Make a function merge_sorted_stacks(A,B,S) that takes two stacks A and B whose elements are in sorted order, with the top of each stack being the smallest element, and an initially empty stack S. The function should merge the two stacks into a single reverse-sorted stack S. It can destroy A and B as it does so.
Remember, A, B, and S will actually be Python list objects. The only thing that makes them stacks is that you won't use any methods or operations on them except .pop() and .append(x).
For example, merge_sorted_stacks should function as follows:
# Example with numbers
# A list of numbers is a sorted stack if it is in descending order
# meaning the top of stack (last element of the list) is the smallest.
A = [5,3,1]
B = [6,4,3,2,0]
S = []
merge_sorted_stacks(A,B,S)
S # will be a reverse sorted stack: top=last element will be largest element
# Example with strings
# A list of strings is a sorted stack if it is in reverse alphabetical order
# meaning the top of stack (last element of the list) is the earliest in
# the Python string order
S = []
merge_sorted_stacks(
["zebra","kangaroo","aardvark"],
["newt","asp"],
S)
S
Solution¶
def merge_sorted_stacks(A,B,S=[]):
"""Takes two sorted stacks A and B. Returns merged sorted stack."""
# A_next and B_next should represent the next item to be taken off the stack
A_next = A.pop()
B_next = B.pop()
# Take items from A and B until one list is empty
while True:
if A_next <= B_next:
S.append(A_next)
if len(A) == 0: # If there's nothing left in A, stop the loop
S.append(B_next) # There's still an item from B that we need to append
break
else:
A_next = A.pop()
else:
S.append(B_next)
if len(B) == 0:
S.append(A_next) # There's still an item from A that we need to append
break
else:
B_next = B.pop()
# After the loop has finished, one of the two lists may still have items in it
# So take all the remaining items and put them in S.
while len(A) != 0:
A_next = A.pop()
S.append(A_next)
while len(B) != 0:
B_next = B.pop()
S.append(B_next)
return S
2. Quicksort with other pivot strategies¶
The quicksort implementation we discussed in lecture uses the last element of the list as a pivot. Let's explore other options.
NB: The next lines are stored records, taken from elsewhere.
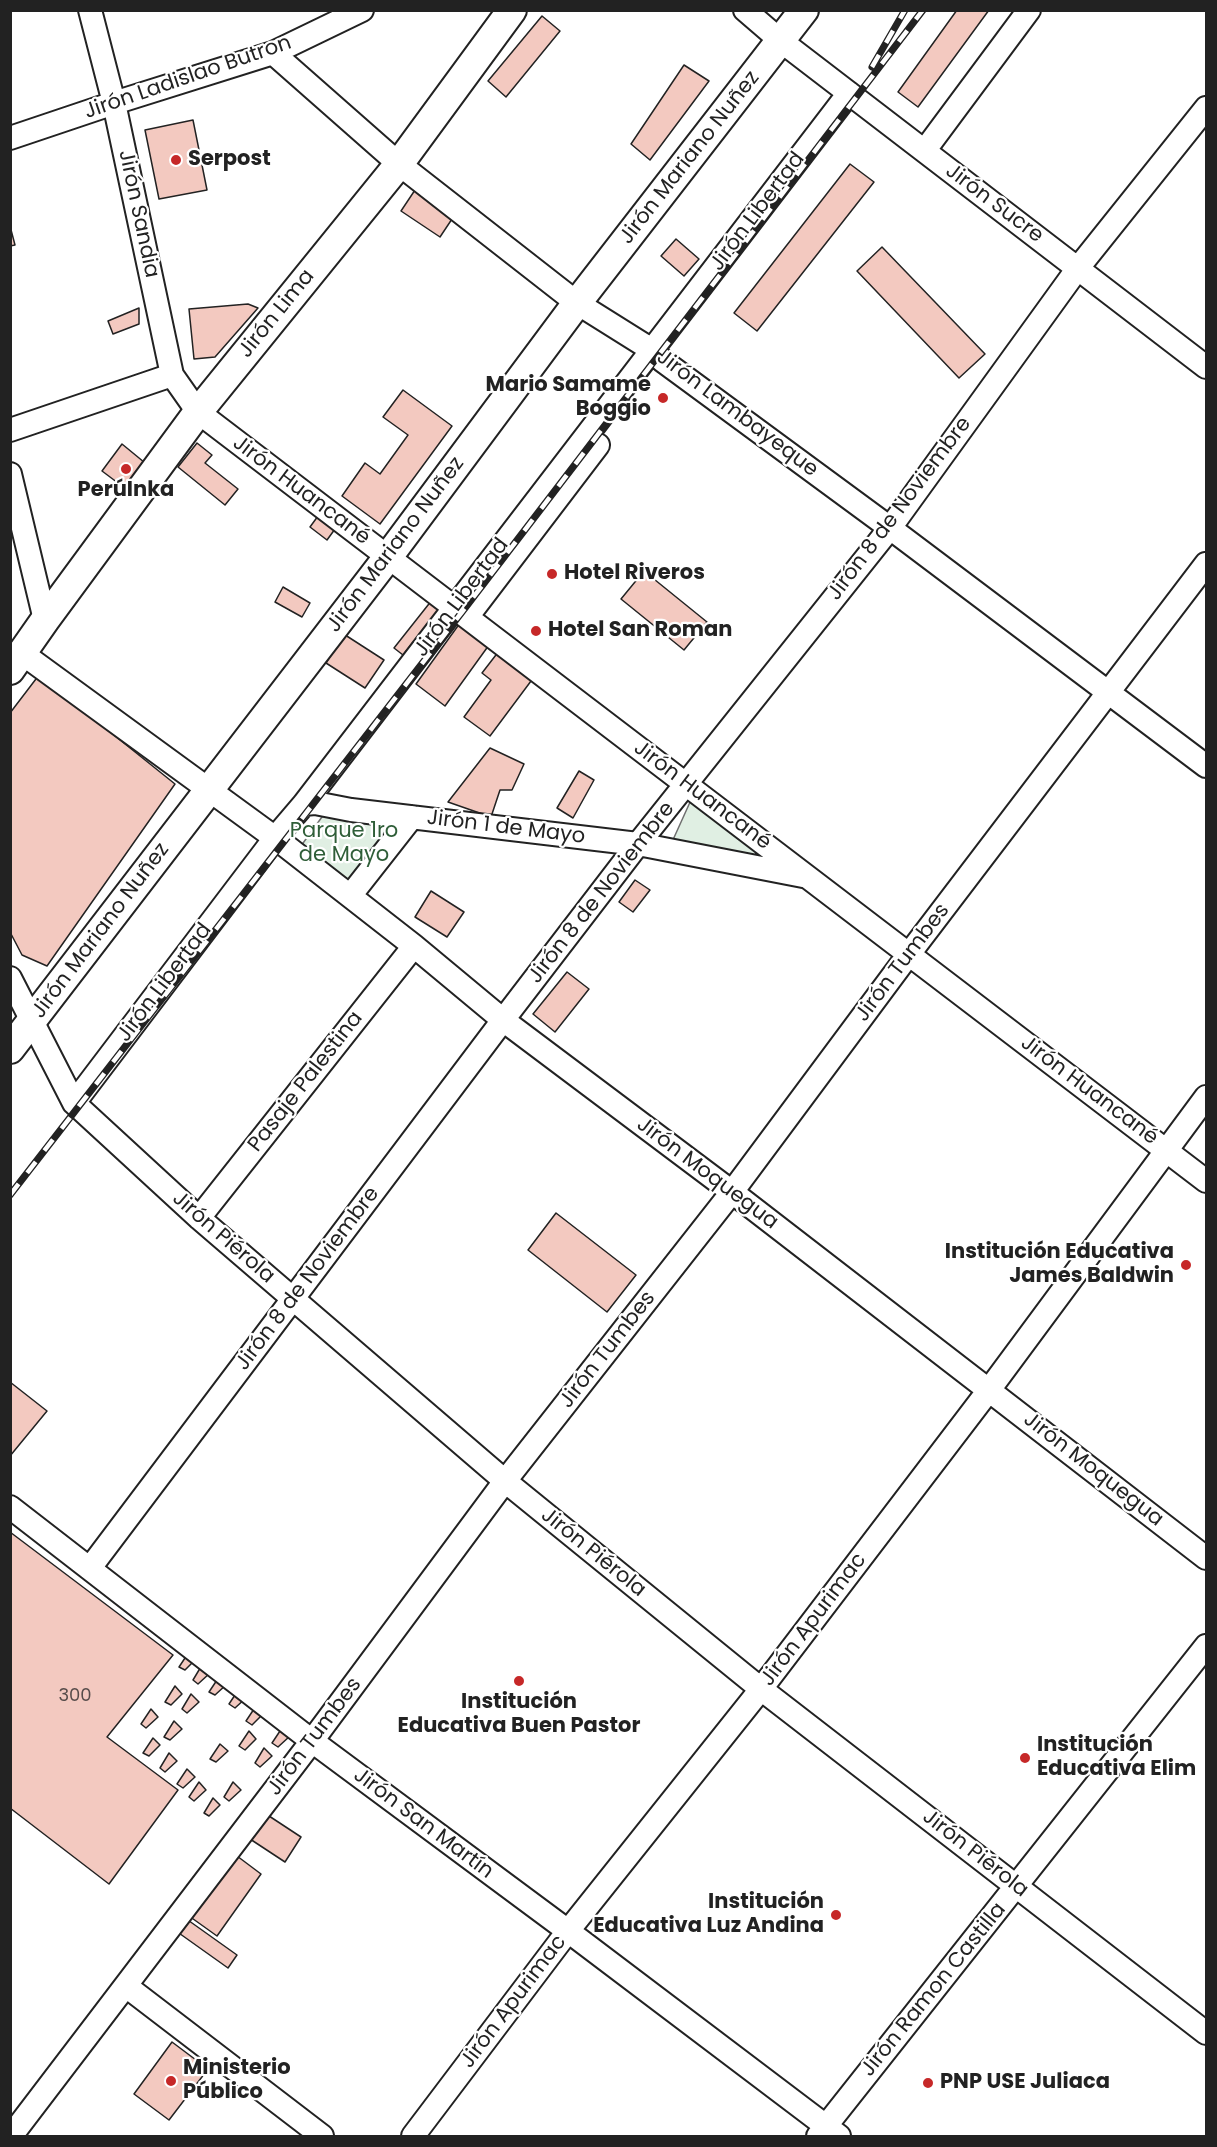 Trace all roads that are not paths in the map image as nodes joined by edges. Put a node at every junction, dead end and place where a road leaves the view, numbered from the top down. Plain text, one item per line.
1 (90, 10) edge
2 (362, 10) edge
3 (512, 10) edge
4 (745, 10) edge
5 (804, 10) edge
6 (1029, 10) edge
7 (781, 41) junction
8 (273, 53) junction
9 (849, 93) junction
10 (114, 103) junction
11 (1206, 108) edge
12 (10, 138) edge
13 (925, 150) junction
14 (399, 164) junction
15 (1078, 268) junction
16 (577, 303) junction
17 (658, 355) junction
18 (1206, 367) edge
19 (172, 375) junction
20 (198, 412) junction
21 (10, 430) edge
22 (10, 474) edge
23 (890, 528) junction
24 (388, 557) junction
25 (1206, 564) edge
26 (460, 612) junction
27 (45, 620) junction
28 (17, 662) edge
29 (1108, 694) junction
30 (1206, 766) edge
31 (687, 784) junction
32 (209, 789) junction
33 (304, 804) junction
34 (412, 817) junction
35 (275, 838) junction
36 (638, 844) junction
37 (808, 877) junction
38 (350, 896) junction
39 (414, 946) junction
40 (909, 954) junction
41 (10, 978) edge
42 (503, 1020) junction
43 (32, 1022) junction
44 (10, 1050) edge
45 (1206, 1096) edge
46 (74, 1103) junction
47 (1166, 1149) junction
48 (1206, 1180) edge
49 (732, 1192) junction
50 (199, 1218) junction
51 (293, 1299) junction
52 (988, 1390) junction
53 (505, 1481) junction
54 (10, 1507) edge
55 (1206, 1558) edge
56 (90, 1568) junction
57 (1206, 1646) edge
58 (761, 1689) junction
59 (312, 1741) junction
60 (1017, 1887) junction
61 (568, 1931) junction
62 (126, 1986) junction
63 (1206, 2033) edge
64 (827, 2133) edge
65 (11, 2136) edge
66 (322, 2136) edge
67 (413, 2136) edge

1 - 10 street, Jirón Sandia
2 - 8 street, Jirón Ladislao Butron
3 - 14 main road, Jirón Lima
4 - 7 street, Jirón Sucre
5 - 7 main road, Jirón Mariano Nuñez
6 - 13 street
7 - 9 street, Jirón Sucre
7 - 16 main road, Jirón Mariano Nuñez
8 - 10 street, Jirón Ladislao Butron
8 - 14 street, Jirón Lambayeque
9 - 13 street, Jirón Sucre
9 - 17 street, Jirón Libertad
10 - 12 street, Jirón Ladislao Butron
10 - 19 street, Jirón Sandia
11 - 15 street, Jirón 8 de Noviembre
13 - 15 street, Jirón Sucre
14 - 16 street, Jirón Lambayeque
14 - 20 main road, Jirón Lima
15 - 18 street, Jirón Sucre
15 - 23 street, Jirón 8 de Noviembre
16 - 17 street, Jirón Lambayeque
16 - 24 main road, Jirón Mariano Nuñez
17 - 23 street, Jirón Lambayeque
17 - 26 street, Jirón Libertad
19 - 20 street, Jirón Sandia
19 - 21 street
20 - 24 street, Jirón Huancané
20 - 27 main road, Jirón Lima
22 - 27 street
23 - 29 street, Jirón Lambayeque
23 - 31 street, Jirón 8 de Noviembre
24 - 26 street, Jirón Huancané
24 - 32 main road, Jirón Mariano Nuñez
25 - 29 street, Jirón Tumbes
26 - 31 street, Jirón Huancané
26 - 33 street, Jirón Libertad
27 - 28 main road, Jirón Lima
28 - 32 street, Jirón Moquegua
29 - 30 street, Jirón Lambayeque
29 - 40 street, Jirón Tumbes
31 - 36 street, Jirón 8 de Noviembre
31 - 37 street, Jirón Huancané
32 - 35 street, Jirón Moquegua
32 - 43 main road, Jirón Mariano Nuñez
33 - 34 street, Jirón 1 de Mayo
33 - 35 street, Jirón Libertad
34 - 36 street, Jirón 1 de Mayo
34 - 38 street
35 - 38 street, Jirón Moquegua
35 - 46 street, Jirón Libertad
36 - 37 street, Jirón 1 de Mayo
36 - 42 street, Jirón 8 de Noviembre
37 - 40 street, Jirón Huancané
38 - 39 street, Jirón Moquegua
39 - 42 street, Jirón Moquegua
39 - 50 street, Pasaje Palestina
40 - 47 street, Jirón Huancané
40 - 49 street, Jirón Tumbes
41 - 43 street, Jirón Piérola
42 - 49 street, Jirón Moquegua
42 - 51 street, Jirón 8 de Noviembre
43 - 44 main road, Jirón Mariano Nuñez
43 - 46 street, Jirón Piérola
45 - 47 street, Jirón Apurimac
46 - 50 street, Jirón Piérola
47 - 48 street, Jirón Huancané
47 - 52 street, Jirón Apurimac
49 - 52 street, Jirón Moquegua
49 - 53 street, Jirón Tumbes
50 - 51 street, Jirón Piérola
51 - 53 street, Jirón Piérola
51 - 56 street, Jirón 8 de Noviembre
52 - 55 street, Jirón Moquegua
52 - 58 street, Jirón Apurimac
53 - 58 street, Jirón Piérola
53 - 59 street, Jirón Tumbes
54 - 56 street, Jirón San Martín
56 - 59 street, Jirón San Martín
57 - 60 street, Jirón Ramon Castilla
58 - 60 street, Jirón Piérola
58 - 61 street, Jirón Apurimac
59 - 61 street, Jirón San Martín
59 - 62 street, Jirón Tumbes
60 - 63 street, Jirón Piérola
60 - 64 street, Jirón Ramon Castilla
61 - 64 street, Jirón San Martín
61 - 67 street, Jirón Apurimac
62 - 65 street, Jirón Tumbes
62 - 66 street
Make a new version of quicksort that has an optional argument pivot_strategy with default value "last". Implement these other behaviors for the following values:
"first"- Always use the first element as the pivot"middle"- Use an element as close as possible to the middle of the list as the pivot"random"- Select the pivot position at random
(Of course, quicksort is always operating on the part of the list between start and end, so all instances of "first", "last", etc., are understood relative to that part. For example, "first" means index start.)
Test your modified version of quicksort to confirm that it works properly with each strategy.
Don't forget that the pivot_strategy argument needs to be propagated to the recursive calls!
Solution¶
Below is a modified version of the code from sorts.py
def partition(L, start, end, verbose=False, pivot_strategy="last"):
"""
Partition L[start:end] using the
last element (L[end-1]) as the pivot.
Returns the position of the pivot.
"""
# Choose the index of the pivot
if pivot_strategy == "last":
pivot_index = end - 1
elif pivot_strategy == "first":
pivot_index = start
elif pivot_strategy == "middle":
pivot_index = (start + end) // 2
elif pivot_strategy == "random":
pivot_index = random.choice(range(start,end-1))
# Put the pivot at the end
L[pivot_index], L[end - 1] = L[end - 1], L[pivot_index]
# Define the pivot. Now the rest of the algorithm can proceed without any changes
pivot = L[end - 1]
dst = start
for src in range(start, end): # challenge Q: Why can't we use range(start,end-1)
if L[src] < pivot:
# swap L[src], L[dst]
L[src], L[dst] = L[dst], L[src]
dst += 1
# put the pivot into its final place
L[end - 1], L[dst] = L[dst], L[end - 1]
if verbose:
print("Partitioned into:", L[start:dst], " ", L[dst], " ", L[dst + 1 : end])
return dst
def quicksort(L, start=0, end=None, verbose=False, pivot_strategy="last"):
"""
Sort L[start:end] in place using
quicksort. Modifies L, returns nothing.
"""
if end == None:
# default to end of L
end = len(L)
# Are we done yet?!
if end - start <= 1:
return
# Not done yet, need to partition L
m = partition(L, start, end, verbose, pivot_strategy)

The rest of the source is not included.